◆ Prompt ◆
Count the lines below holding "Hillsdale" and answer with that number only.

◆ Stored items ◆
-- -- --
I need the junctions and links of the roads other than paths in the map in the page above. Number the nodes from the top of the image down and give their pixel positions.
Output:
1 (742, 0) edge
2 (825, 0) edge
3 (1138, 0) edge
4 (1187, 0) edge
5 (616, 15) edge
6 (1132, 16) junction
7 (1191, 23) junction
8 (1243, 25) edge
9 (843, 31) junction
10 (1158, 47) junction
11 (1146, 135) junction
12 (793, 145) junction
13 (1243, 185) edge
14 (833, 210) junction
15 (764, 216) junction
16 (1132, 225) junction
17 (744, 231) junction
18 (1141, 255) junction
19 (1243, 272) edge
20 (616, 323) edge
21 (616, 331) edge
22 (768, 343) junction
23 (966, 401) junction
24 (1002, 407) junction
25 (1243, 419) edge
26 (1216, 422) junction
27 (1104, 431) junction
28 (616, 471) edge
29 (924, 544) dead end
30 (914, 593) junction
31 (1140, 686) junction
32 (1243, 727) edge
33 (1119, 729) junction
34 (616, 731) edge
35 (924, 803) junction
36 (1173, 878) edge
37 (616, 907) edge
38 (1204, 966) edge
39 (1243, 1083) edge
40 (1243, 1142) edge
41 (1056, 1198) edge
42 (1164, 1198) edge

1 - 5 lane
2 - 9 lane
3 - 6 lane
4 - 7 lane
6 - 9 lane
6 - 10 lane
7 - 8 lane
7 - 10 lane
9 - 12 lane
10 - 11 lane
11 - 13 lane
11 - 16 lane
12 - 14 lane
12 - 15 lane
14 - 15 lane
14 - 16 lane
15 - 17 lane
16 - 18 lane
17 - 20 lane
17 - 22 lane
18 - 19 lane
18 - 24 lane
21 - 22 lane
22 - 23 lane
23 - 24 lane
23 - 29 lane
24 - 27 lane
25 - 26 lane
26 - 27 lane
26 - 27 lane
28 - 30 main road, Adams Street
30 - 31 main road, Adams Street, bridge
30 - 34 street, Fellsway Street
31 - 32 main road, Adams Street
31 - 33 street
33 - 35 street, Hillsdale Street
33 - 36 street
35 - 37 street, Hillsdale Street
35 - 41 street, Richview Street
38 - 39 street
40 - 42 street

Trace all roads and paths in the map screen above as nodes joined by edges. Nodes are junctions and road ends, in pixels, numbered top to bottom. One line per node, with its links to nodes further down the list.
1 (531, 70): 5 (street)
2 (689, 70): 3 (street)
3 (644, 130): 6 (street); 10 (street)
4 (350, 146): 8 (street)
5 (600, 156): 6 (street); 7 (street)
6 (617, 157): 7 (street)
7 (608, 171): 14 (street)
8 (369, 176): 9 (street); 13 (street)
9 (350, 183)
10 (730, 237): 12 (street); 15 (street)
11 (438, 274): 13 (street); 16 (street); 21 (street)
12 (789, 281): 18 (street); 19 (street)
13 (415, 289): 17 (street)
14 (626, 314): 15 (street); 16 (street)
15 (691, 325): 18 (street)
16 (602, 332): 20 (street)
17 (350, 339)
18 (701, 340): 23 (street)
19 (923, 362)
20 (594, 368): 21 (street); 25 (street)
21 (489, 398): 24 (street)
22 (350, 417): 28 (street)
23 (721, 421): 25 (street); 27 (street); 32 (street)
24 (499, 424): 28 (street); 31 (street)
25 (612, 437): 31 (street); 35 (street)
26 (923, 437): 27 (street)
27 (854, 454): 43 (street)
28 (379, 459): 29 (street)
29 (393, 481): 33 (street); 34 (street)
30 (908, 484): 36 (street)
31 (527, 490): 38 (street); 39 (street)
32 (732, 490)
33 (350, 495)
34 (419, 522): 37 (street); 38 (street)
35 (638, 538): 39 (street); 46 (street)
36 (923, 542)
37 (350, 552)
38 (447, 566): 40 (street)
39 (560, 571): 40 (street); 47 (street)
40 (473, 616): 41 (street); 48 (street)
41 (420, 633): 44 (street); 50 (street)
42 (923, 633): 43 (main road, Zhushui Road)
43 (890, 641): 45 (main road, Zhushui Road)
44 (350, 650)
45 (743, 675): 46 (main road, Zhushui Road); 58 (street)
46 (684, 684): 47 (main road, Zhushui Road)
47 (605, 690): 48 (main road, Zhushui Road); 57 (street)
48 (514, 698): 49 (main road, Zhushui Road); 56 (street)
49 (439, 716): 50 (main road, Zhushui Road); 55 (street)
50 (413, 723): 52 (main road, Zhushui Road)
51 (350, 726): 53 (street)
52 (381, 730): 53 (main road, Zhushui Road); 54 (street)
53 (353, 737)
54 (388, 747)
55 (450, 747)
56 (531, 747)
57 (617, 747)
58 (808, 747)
-- -- --
◆ Solution to this task ◆
2